* **Problem requirements**
Using the listing, copy each whole line that features "paths".

* **Provided records**

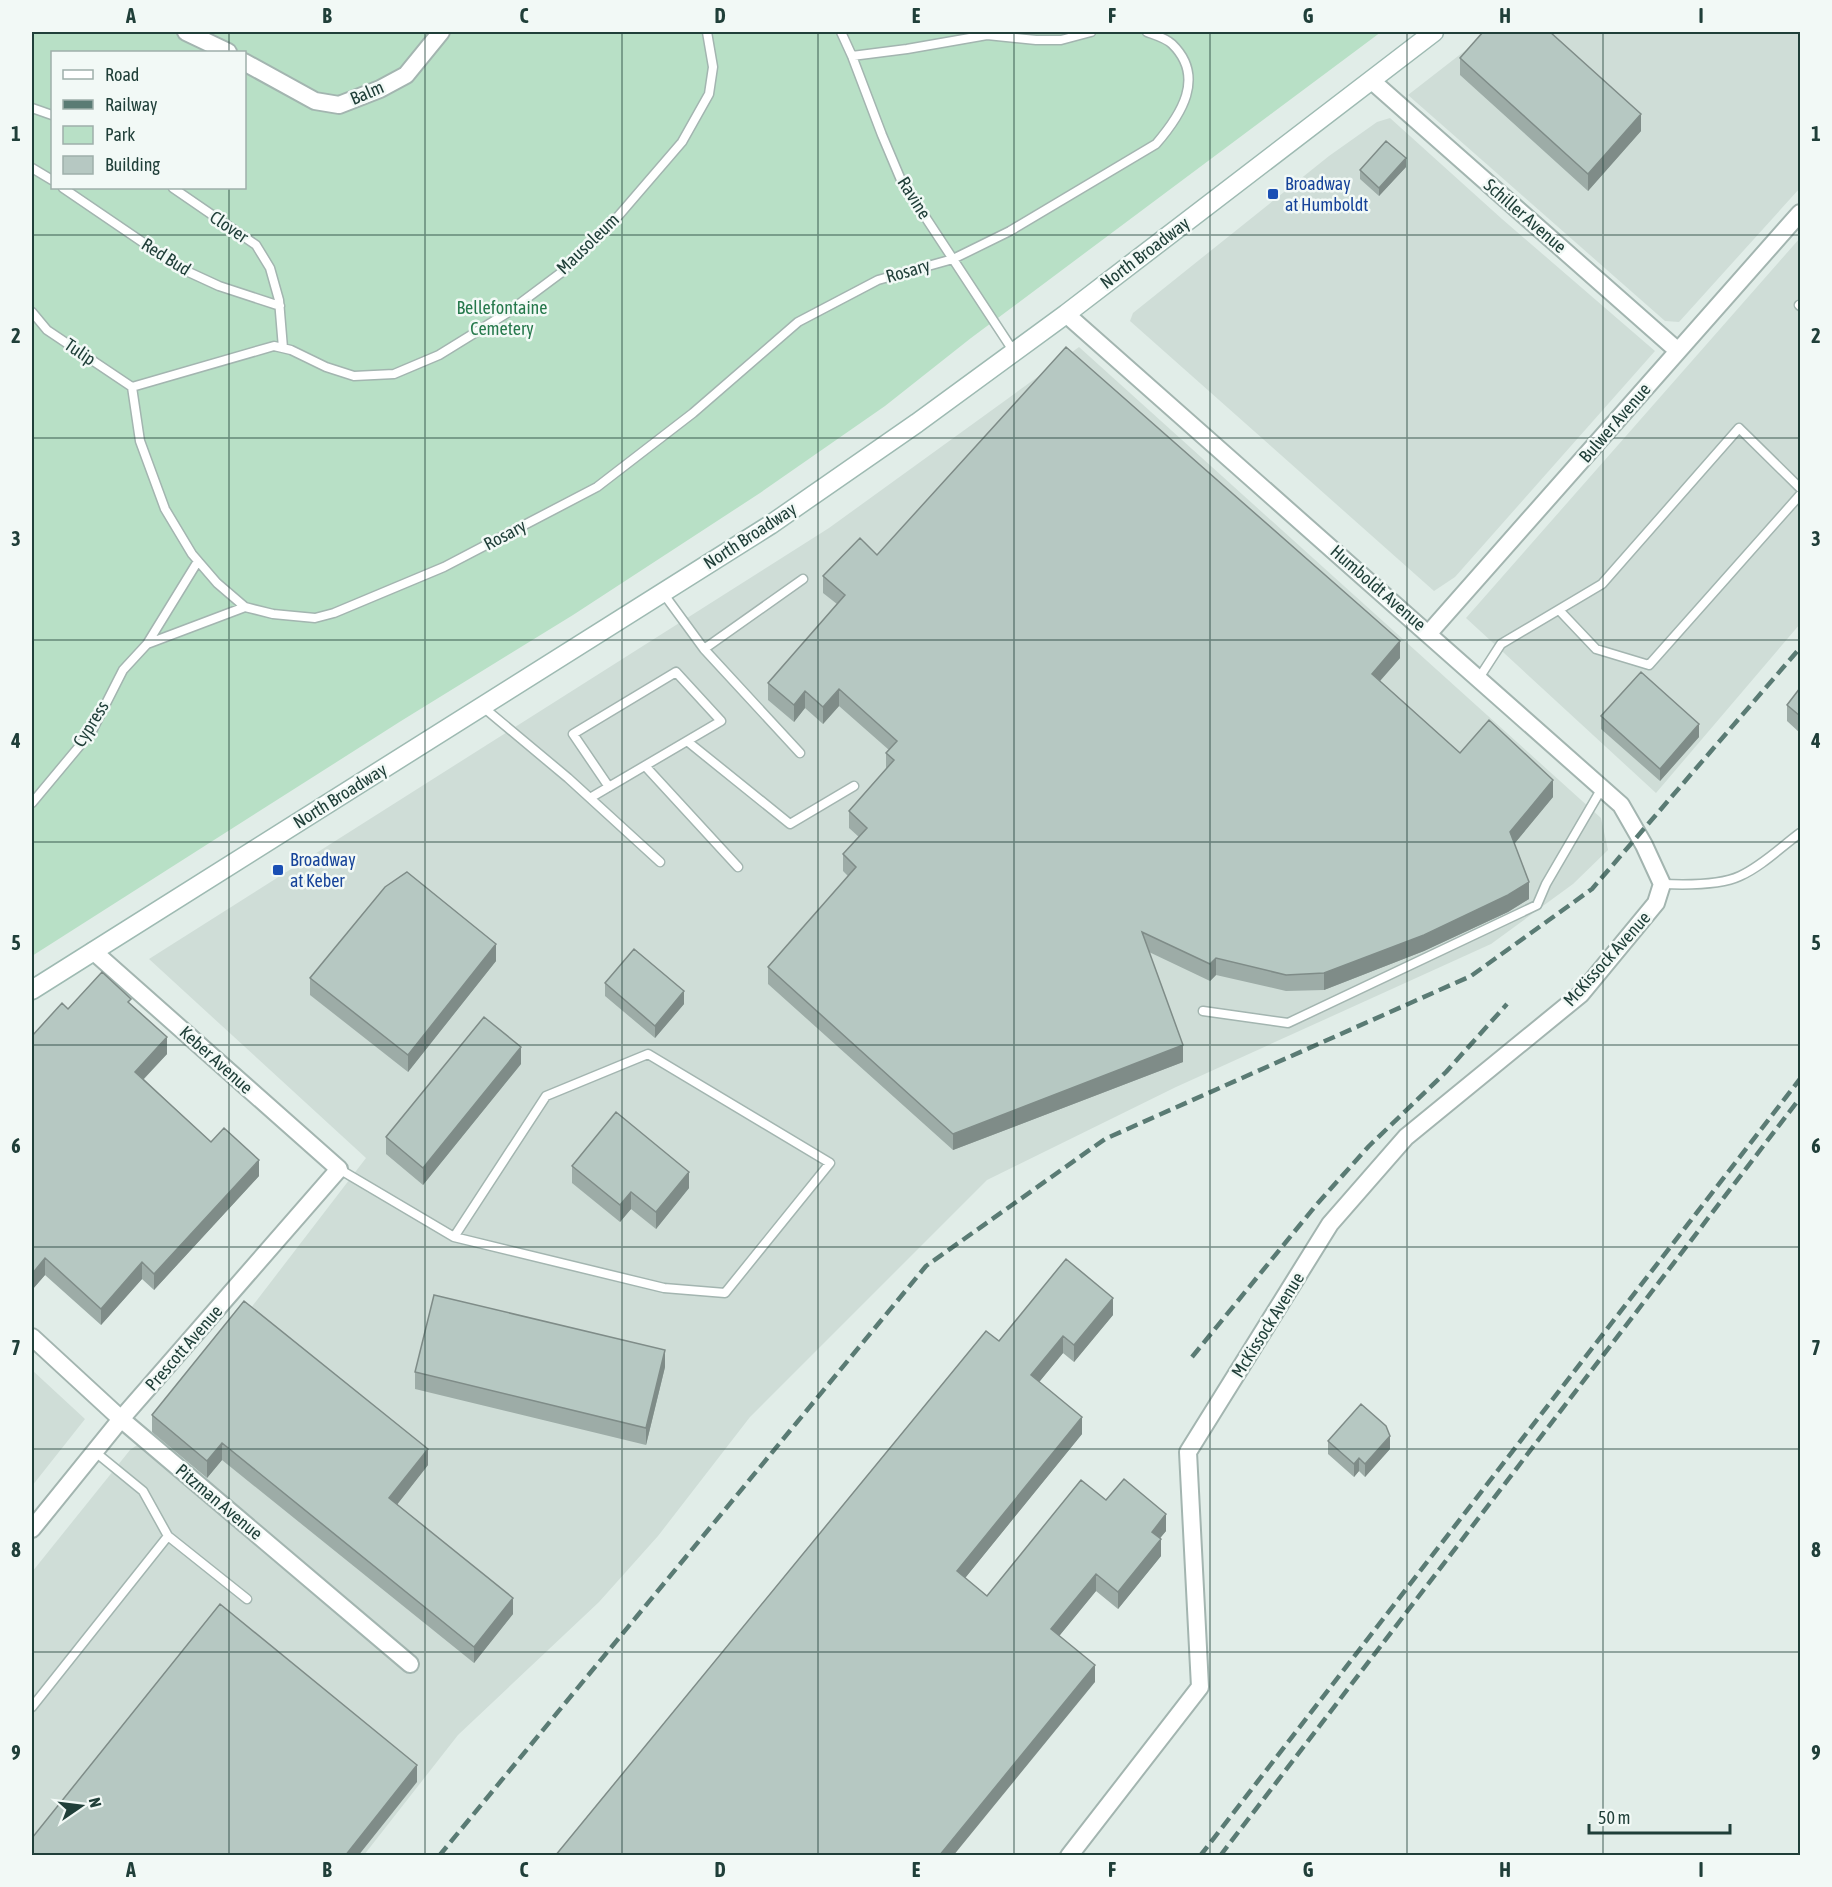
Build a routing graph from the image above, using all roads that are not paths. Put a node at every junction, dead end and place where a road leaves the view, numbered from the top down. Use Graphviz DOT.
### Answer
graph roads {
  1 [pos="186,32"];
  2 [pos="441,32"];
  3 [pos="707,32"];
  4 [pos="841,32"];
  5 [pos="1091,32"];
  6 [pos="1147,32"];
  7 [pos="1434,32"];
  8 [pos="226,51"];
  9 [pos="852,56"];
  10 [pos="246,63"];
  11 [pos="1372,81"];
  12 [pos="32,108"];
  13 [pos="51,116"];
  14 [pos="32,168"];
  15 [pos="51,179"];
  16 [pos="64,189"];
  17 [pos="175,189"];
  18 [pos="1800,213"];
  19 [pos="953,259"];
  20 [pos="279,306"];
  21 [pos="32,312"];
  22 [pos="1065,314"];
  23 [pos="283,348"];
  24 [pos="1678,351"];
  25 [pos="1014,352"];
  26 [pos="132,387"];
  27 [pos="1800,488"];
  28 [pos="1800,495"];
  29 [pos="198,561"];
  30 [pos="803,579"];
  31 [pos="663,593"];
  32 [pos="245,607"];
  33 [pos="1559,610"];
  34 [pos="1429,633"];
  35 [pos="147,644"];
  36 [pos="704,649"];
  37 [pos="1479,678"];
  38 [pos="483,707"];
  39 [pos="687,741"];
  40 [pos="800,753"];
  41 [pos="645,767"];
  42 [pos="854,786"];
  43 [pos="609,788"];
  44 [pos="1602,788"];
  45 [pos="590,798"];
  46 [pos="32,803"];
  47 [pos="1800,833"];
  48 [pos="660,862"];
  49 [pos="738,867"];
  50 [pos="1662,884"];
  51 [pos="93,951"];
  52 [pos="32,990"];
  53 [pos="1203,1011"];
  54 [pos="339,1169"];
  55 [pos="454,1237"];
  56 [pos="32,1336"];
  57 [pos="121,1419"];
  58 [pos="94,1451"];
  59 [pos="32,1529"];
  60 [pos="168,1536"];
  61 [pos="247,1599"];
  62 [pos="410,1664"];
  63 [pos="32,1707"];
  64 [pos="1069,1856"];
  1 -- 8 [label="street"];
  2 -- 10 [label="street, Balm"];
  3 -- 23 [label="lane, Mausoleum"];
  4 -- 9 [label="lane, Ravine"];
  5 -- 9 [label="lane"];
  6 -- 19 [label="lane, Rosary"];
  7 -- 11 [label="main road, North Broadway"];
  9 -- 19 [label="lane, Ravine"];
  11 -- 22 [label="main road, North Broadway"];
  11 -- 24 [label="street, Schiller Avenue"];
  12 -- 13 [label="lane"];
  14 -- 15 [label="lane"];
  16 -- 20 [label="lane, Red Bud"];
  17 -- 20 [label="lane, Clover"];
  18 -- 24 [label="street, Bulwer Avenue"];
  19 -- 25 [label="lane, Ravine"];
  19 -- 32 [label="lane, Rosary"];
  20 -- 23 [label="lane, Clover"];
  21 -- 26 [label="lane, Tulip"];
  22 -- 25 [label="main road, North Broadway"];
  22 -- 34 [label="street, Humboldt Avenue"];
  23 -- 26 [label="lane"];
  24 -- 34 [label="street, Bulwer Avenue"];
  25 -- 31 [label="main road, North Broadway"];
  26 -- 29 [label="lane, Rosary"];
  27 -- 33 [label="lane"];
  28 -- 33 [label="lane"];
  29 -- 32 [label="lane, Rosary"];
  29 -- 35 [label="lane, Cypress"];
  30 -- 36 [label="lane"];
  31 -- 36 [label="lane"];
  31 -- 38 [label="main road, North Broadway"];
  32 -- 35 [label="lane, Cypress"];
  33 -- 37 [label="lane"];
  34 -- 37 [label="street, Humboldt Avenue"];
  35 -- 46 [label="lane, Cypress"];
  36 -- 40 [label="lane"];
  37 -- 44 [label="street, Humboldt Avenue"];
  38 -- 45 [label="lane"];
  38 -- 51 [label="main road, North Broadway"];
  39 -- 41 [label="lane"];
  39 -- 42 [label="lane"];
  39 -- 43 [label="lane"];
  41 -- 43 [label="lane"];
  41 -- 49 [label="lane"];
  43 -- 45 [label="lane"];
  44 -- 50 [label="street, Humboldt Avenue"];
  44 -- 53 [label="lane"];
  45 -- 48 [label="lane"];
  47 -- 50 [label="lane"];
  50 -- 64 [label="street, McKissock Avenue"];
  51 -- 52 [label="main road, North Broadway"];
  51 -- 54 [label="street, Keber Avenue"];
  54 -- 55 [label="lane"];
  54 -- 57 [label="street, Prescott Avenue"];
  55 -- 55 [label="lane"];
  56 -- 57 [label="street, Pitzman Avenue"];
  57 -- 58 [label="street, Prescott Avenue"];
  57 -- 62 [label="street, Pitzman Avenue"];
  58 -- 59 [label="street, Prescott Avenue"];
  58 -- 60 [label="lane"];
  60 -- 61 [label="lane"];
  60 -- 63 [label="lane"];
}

---

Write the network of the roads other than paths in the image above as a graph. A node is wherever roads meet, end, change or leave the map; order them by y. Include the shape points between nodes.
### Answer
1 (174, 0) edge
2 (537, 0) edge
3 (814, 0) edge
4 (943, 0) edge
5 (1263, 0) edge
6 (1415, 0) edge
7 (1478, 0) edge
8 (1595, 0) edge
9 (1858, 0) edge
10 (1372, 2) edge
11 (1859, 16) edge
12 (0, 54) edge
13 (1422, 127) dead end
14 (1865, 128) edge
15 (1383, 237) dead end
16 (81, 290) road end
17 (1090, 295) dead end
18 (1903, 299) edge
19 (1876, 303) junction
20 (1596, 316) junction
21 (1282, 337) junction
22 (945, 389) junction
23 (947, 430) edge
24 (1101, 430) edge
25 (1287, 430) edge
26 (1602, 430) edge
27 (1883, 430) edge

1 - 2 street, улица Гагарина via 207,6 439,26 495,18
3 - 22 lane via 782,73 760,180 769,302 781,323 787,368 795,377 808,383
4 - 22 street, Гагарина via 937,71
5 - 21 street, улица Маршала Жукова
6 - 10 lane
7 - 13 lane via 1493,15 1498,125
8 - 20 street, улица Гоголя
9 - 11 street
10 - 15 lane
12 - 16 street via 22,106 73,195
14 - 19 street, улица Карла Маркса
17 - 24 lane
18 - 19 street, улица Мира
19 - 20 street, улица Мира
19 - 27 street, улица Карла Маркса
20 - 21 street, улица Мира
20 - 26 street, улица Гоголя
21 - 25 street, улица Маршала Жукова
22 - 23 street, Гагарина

* * *

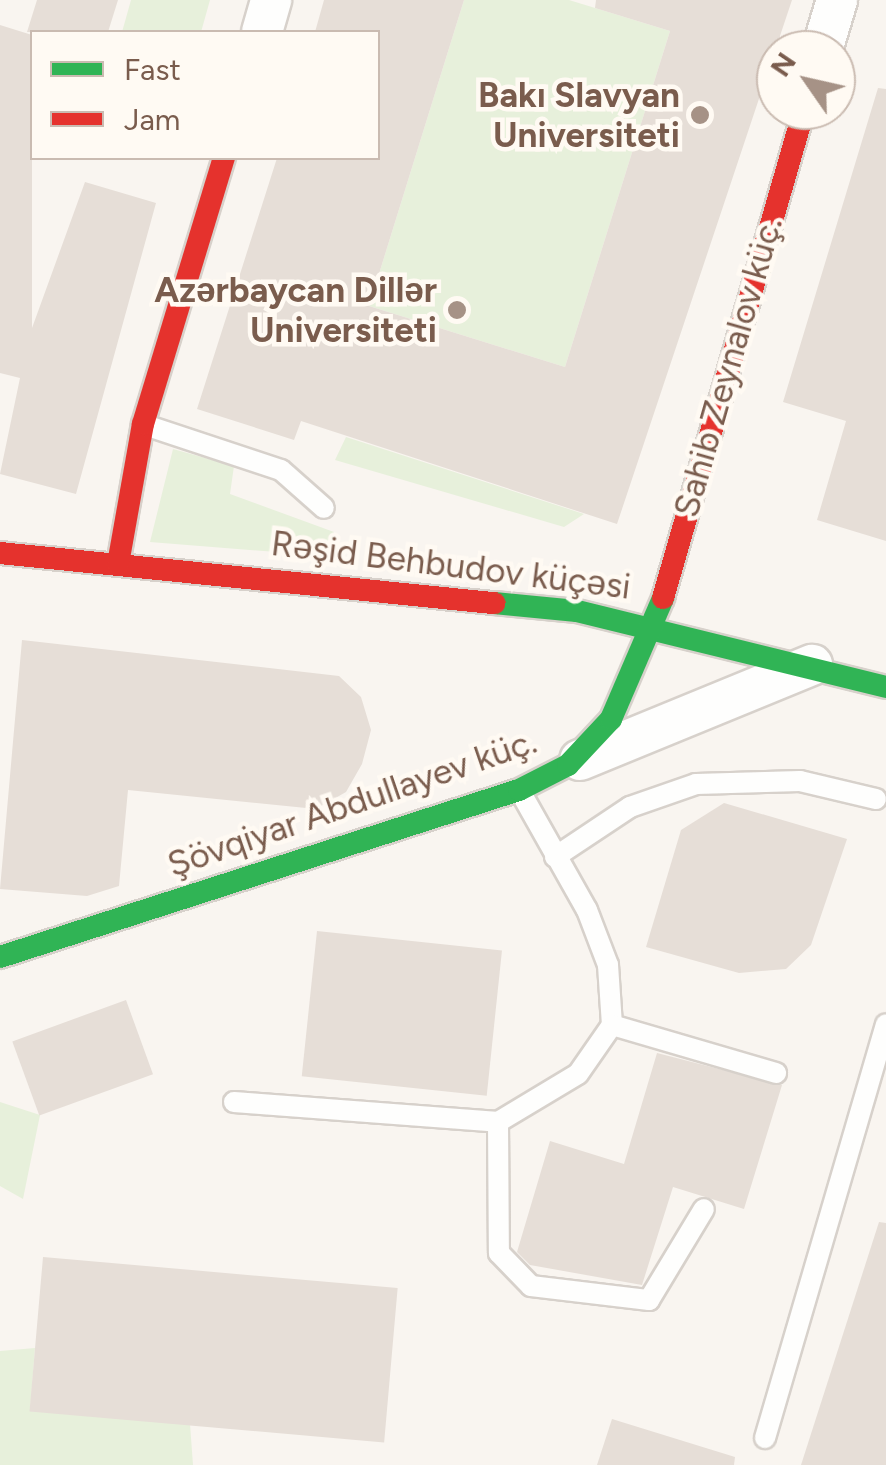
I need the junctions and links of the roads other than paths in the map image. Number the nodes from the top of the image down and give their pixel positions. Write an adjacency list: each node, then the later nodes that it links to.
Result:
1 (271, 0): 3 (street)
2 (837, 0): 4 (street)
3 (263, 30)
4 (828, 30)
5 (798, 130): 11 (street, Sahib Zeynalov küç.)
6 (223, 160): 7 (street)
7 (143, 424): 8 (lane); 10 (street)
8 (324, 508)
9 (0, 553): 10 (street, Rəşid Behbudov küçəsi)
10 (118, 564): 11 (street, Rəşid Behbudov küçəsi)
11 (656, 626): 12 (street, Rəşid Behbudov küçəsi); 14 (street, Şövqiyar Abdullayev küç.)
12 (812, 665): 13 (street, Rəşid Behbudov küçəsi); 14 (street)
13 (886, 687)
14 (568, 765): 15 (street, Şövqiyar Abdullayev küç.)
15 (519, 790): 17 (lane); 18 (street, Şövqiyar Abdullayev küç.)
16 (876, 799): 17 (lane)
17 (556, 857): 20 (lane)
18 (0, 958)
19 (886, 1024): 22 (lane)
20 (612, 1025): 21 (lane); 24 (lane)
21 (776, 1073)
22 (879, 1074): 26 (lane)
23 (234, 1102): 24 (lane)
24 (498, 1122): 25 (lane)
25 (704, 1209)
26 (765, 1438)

* **Result**
Build a routing graph from the image above, using all roads that are not paths. Put a node at every junction, dead end and place where a road leaves the view, numbered from the top down. Use Graphviz DOT.
Write the network of the roads other than paths in the image above as a graph. A node is wherever roads meet, end, change or leave the map; order them by y. Include the shape points between nodes.
I need the junctions and links of the roads other than paths in the map image. Number the nodes from the top of the image down and give their pixel positions. Write an adjacency list: each node, then the later nodes that it links to.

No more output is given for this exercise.